Projektanci ocalili sporą część sadu, a w zaułkach między drzewami posadzili ulubione przez właścicieli rośliny ozdobne – duże grupy hortensji i różaneczników. Stworzyli z tych roślin ładne odmianowe kolekcje. Dołożyli drzewa i krzewy iglaste. W tamtym okresie ogród miał charakter przydomowego parku z długimi osiami widokowymi oraz przestronnymi trawnikami mieszczącymi duże grono gości.
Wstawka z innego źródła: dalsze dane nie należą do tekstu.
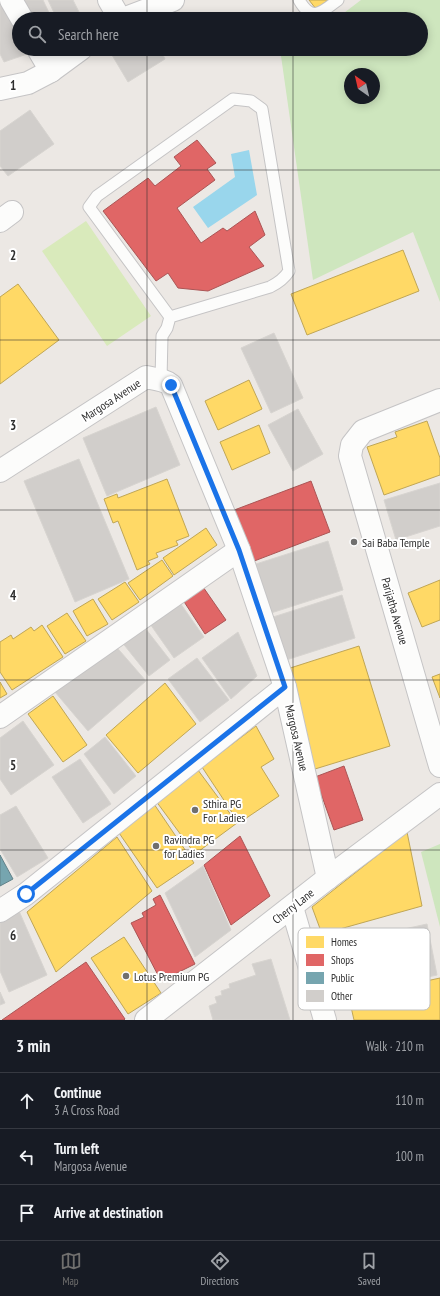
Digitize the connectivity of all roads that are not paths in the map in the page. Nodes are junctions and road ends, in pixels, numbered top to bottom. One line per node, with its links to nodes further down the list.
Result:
1 (11, 0): 6 (street)
2 (109, 0): 7 (street)
3 (173, 0): 8 (street)
4 (300, 0): 9 (lane)
5 (338, 0): 10 (lane)
6 (18, 12)
7 (116, 12)
8 (141, 12)
9 (308, 12)
10 (322, 12)
11 (42, 56): 13 (street)
12 (71, 56): 13 (street)
13 (51, 71): 14 (street)
14 (0, 89)
15 (170, 317): 15 (lane); 16 (lane)
16 (161, 380): 18 (street, Margosa Avenue); 19 (street, Margosa Avenue)
17 (440, 400): 22 (street, Parijatha Avenue)
18 (0, 471)
19 (239, 550): 20 (street, Margosa Avenue); 21 (street)
20 (285, 687): 24 (street, Margosa Avenue); 26 (street)
21 (0, 717)
22 (440, 766)
23 (440, 794): 24 (street, Cherry Lane)
24 (328, 878): 25 (street, Cherry Lane)
25 (292, 907): 27 (street); 29 (street, Cherry Lane)
26 (0, 911)
27 (298, 928)
28 (322, 1010): 30 (street)
29 (146, 1020)
30 (325, 1020)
Zła ziemia spod fundamentów
Podczas zakładania ogrodu pojawiły się poważne problemy z podłożem. Wiele metrów sześciennych ziemi, którą wydobyto podczas kopania fundamentów budynku, rozplantowano na powierzchni całej działki. Ziemia kompletnie nie nadawała się do uprawy roślin, ponieważ była to martwa glina wydobyta z dużej głębokości. A jej warstwa miała grubość 20–30 cm!– Do realizacji ogrodu przystępowaliśmy dopiero równolegle z wykańczaniem budynku mieszkalnego – opowiada Krzysztof Pułecki.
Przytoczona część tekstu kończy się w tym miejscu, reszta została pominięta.